Author: Redaksi Android62

Kepergian Marjane Satrapi pada usia 56 tahun meninggalkan duka yang luas, bukan hanya di dunia sastra, tetapi juga di ranah film dan gerakan sosial. Nama penulis Prancis-Iran ini selama bertahun-tahun identik dengan keberanian berbicara tentang identitas, kebebasan, dan pengalaman perempuan.

Kabar wafatnya Satrapi telah dikonfirmasi oleh Istana Élysée di Paris, Prancis. Presiden Prancis Emmanuel Macron turut memberi penghormatan dengan menyebutnya sebagai “seniman hebat yang mengubah masa kecil seorang warga Iran menjadi sebuah dongeng universal”.

Satrapi paling dikenal lewat novel grafis semi-autobiografi Persepolis. Karya itu menjadi best-seller dan membawa pembaca masuk ke masa kecilnya di Teheran, saat aturan ketat diberlakukan oleh kepemimpinan Islam Iran setelah revolusi 1979.

Daya tarik Persepolis tidak berhenti sebagai kisah personal. Cerita tersebut berkembang menjadi refleksi yang lebih luas tentang tumbuh besar di tengah tekanan politik, perubahan sosial, dan pencarian jati diri.

Popularitas buku itu semakin meluas setelah diadaptasi ke layar lebar. Film Persepolis diputar di Cannes pada 2007 dan kemudian masuk nominasi Oscar 2008.

Suara yang konsisten membela perempuan

Di luar reputasinya sebagai penulis, Satrapi juga dikenal sebagai aktivis yang lantang memperjuangkan hak perempuan. Ia kerap menggunakan karya-karyanya untuk menyampaikan penolakan terhadap rezim dan menyuarakan perlawanan.

Salah satu sikap paling jelas terlihat dalam kumpulan cerita bergambar bertema protes Woman, Life, Freedom pada 2022. Karya itu hadir setelah kematian Mahsa Amini, yang ditangkap polisi karena tidak mengenakan hijab dengan benar.

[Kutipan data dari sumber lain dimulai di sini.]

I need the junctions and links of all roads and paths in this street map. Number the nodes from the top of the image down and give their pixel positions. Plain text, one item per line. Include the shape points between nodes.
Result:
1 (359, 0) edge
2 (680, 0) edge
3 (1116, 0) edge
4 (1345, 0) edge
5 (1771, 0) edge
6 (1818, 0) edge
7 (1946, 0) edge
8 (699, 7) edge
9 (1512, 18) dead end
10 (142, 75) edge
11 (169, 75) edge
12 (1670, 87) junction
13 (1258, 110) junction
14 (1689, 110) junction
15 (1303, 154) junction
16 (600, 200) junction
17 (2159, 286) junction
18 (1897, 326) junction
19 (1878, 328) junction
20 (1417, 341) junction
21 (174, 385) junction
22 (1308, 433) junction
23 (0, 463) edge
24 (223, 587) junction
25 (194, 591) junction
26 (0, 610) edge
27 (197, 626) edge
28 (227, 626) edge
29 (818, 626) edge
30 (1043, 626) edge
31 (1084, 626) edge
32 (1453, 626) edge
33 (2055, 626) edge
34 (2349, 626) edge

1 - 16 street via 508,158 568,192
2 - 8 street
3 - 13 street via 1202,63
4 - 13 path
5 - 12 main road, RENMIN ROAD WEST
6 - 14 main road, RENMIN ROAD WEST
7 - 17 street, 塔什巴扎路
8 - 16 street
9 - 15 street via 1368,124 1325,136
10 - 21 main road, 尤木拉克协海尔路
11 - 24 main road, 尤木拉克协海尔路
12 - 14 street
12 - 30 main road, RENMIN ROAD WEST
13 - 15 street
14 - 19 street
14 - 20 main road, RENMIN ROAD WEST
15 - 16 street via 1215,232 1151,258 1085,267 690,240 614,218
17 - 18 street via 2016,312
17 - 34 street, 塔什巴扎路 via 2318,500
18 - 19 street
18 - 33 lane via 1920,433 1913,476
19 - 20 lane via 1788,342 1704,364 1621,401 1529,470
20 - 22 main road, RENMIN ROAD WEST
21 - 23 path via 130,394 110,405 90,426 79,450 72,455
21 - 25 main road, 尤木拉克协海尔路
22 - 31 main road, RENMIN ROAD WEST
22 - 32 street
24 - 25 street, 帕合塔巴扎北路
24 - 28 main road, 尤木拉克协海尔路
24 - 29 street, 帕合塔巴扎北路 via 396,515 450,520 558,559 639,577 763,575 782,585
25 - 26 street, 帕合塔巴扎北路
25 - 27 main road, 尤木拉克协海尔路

Sikap vokalnya membuat Satrapi tidak lepas dari ancaman. Dalam pernyataan yang dikutip BBC, ia pernah mengatakan, “Saya disebut pembohong dan mata-mata. Saya belajar dalam hidup untuk tidak takut.”

Duka yang menyertai akhir hidupnya

Orang terdekat Satrapi menyebut ia meninggal karena kesedihan, sedikit lebih dari setahun setelah kematian Mattias Ripa. Ripa adalah suaminya sekaligus cinta dalam hidupnya, dan ia meninggal pada 8 April 2025.

Jejak kehilangan itu juga tampak di akun Instagram Satrapi. Di sana terdapat unggahan bertuliskan “For I lost the love of my life” serta potret suaminya.

Warisan Satrapi kini melampaui satu buku atau satu film. Ia dikenang sebagai seniman yang menjadikan pengalaman pribadi sebagai ruang untuk bersuara, sekaligus memberi tempat bagi cerita-cerita yang kerap dibungkam.